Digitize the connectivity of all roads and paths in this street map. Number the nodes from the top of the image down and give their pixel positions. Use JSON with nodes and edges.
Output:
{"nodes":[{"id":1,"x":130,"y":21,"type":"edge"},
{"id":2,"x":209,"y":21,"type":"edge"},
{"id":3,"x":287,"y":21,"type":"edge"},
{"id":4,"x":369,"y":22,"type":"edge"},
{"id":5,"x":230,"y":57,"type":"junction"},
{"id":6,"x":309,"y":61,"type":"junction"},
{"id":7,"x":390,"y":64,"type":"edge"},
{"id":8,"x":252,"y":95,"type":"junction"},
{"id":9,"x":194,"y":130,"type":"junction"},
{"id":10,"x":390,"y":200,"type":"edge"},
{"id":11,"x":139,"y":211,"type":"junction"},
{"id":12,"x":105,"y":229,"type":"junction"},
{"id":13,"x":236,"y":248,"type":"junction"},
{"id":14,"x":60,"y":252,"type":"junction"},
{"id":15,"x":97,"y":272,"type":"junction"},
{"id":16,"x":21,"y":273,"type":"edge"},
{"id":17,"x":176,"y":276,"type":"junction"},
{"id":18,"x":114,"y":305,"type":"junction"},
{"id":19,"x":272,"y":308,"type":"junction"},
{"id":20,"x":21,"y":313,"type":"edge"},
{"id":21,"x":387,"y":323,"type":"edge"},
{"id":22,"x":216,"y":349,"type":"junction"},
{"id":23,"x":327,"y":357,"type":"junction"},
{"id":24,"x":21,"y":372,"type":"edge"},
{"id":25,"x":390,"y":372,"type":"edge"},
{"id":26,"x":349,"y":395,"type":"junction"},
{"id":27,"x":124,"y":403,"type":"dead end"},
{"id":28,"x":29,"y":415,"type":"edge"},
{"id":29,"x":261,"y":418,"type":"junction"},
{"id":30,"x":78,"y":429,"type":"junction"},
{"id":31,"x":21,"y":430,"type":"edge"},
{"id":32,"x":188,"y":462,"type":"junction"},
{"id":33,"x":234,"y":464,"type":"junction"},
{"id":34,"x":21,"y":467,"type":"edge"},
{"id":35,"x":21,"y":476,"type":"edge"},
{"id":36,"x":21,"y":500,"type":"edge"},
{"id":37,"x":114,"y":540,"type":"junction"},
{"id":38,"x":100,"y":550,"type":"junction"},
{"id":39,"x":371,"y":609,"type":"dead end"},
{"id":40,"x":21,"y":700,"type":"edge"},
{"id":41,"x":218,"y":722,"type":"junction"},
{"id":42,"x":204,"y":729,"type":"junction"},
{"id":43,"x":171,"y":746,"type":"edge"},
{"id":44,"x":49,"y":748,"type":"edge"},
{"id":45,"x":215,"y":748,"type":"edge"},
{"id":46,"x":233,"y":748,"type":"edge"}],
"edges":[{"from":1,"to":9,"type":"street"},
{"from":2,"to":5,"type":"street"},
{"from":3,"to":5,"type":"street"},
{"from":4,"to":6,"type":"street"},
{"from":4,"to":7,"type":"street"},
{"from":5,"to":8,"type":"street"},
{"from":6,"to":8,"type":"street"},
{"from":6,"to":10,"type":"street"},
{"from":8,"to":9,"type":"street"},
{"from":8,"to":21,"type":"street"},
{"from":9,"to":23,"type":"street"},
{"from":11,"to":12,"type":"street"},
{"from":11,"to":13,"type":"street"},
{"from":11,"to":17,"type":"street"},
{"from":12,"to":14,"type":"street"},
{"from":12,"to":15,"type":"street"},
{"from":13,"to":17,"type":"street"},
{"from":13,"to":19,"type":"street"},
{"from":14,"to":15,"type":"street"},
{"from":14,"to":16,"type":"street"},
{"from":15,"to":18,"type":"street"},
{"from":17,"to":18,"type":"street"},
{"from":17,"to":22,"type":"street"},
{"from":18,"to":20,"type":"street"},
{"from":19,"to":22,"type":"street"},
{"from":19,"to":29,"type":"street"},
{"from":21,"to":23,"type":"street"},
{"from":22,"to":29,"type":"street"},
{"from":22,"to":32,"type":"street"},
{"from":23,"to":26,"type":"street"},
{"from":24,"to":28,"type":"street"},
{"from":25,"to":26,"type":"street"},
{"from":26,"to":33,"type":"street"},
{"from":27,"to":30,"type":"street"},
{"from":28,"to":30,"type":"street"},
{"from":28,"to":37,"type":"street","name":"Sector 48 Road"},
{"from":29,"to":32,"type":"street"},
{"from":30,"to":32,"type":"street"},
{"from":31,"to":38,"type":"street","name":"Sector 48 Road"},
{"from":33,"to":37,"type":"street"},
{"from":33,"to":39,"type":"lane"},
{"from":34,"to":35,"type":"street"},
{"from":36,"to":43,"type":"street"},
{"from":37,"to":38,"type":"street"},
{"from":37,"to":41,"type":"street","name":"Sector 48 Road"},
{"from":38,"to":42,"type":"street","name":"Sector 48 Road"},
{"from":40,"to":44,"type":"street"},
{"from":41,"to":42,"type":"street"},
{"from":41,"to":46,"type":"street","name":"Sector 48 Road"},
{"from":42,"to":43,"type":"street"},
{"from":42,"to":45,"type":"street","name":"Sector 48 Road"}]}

──────────────────────────────

Directions for this task: Among the lines above, some may hold the string "Sector". State how many, giving the number alone.

Task solution: 6